Only one number is expected here, namely how many lines of the entries below hold the string "nodes".

* [Records for this task]:
========================

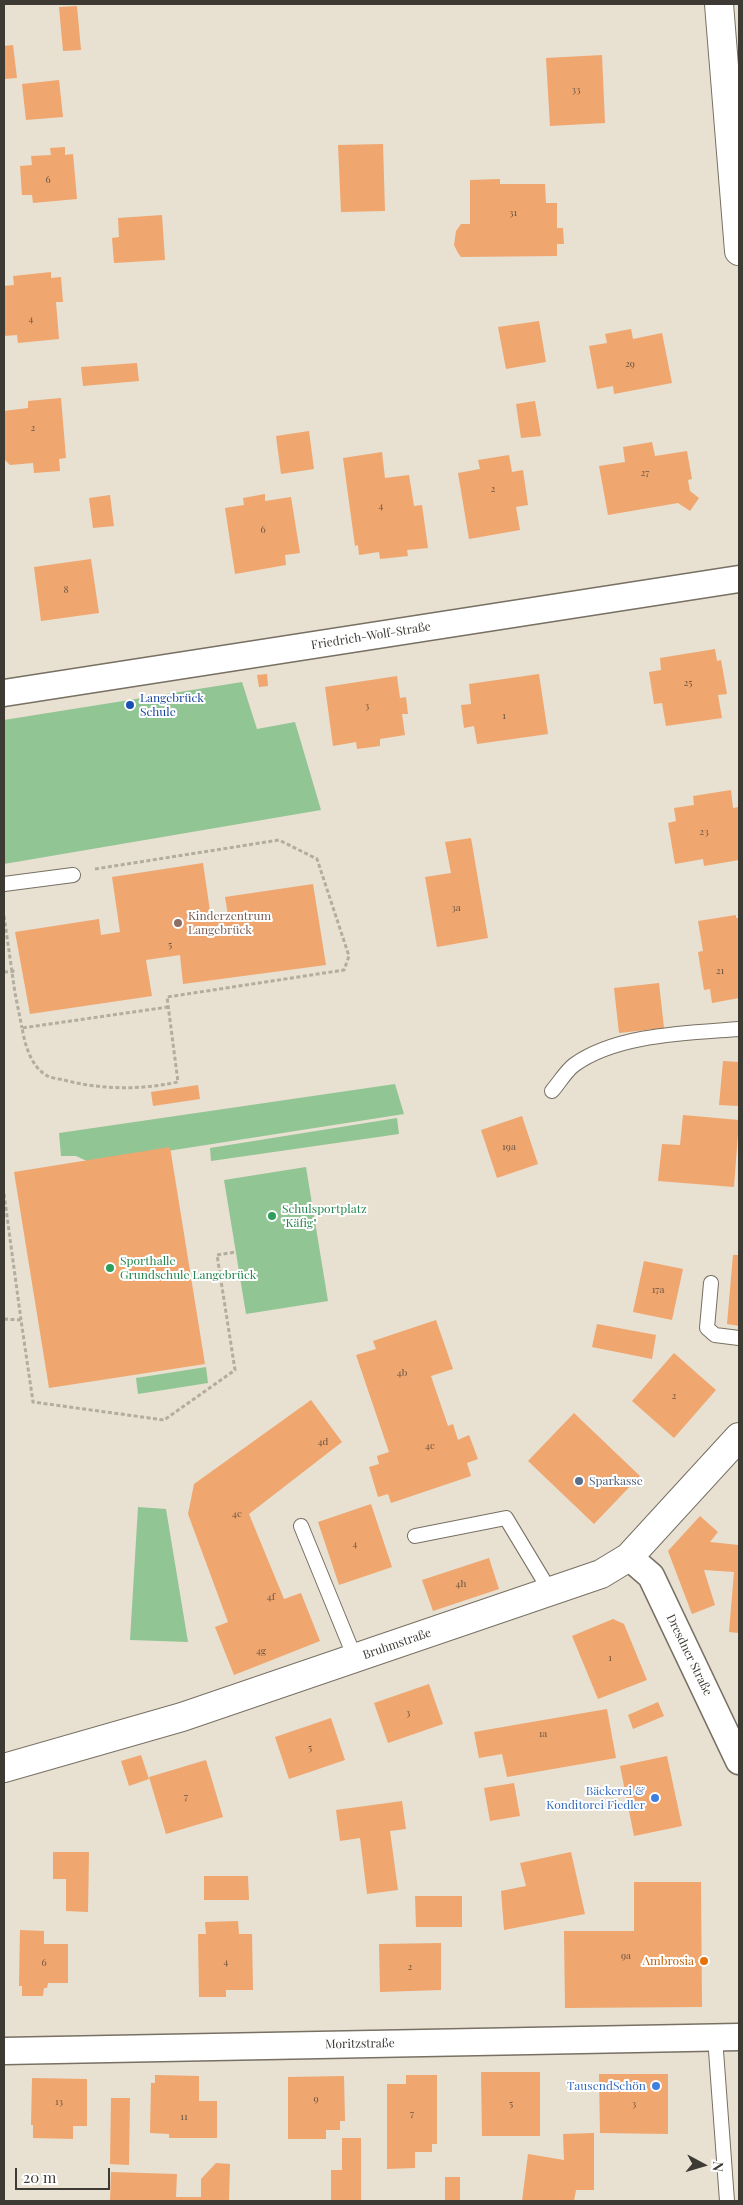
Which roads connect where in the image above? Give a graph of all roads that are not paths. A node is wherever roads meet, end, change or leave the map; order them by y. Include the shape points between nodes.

========================

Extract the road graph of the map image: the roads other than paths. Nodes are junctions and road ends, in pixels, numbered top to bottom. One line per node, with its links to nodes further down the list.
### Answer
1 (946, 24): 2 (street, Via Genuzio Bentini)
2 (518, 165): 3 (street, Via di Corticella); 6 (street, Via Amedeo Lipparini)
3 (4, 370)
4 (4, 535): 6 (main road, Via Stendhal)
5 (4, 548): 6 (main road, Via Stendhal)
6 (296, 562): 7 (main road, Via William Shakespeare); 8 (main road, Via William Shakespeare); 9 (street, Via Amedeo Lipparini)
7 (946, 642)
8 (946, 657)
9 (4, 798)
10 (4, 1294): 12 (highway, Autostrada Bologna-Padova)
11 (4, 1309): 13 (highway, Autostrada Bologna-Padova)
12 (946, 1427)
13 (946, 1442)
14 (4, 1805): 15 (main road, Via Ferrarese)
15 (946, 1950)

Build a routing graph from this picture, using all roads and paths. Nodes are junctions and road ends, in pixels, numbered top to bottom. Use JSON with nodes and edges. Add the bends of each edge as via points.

========================

* [Output of the exercise]:
3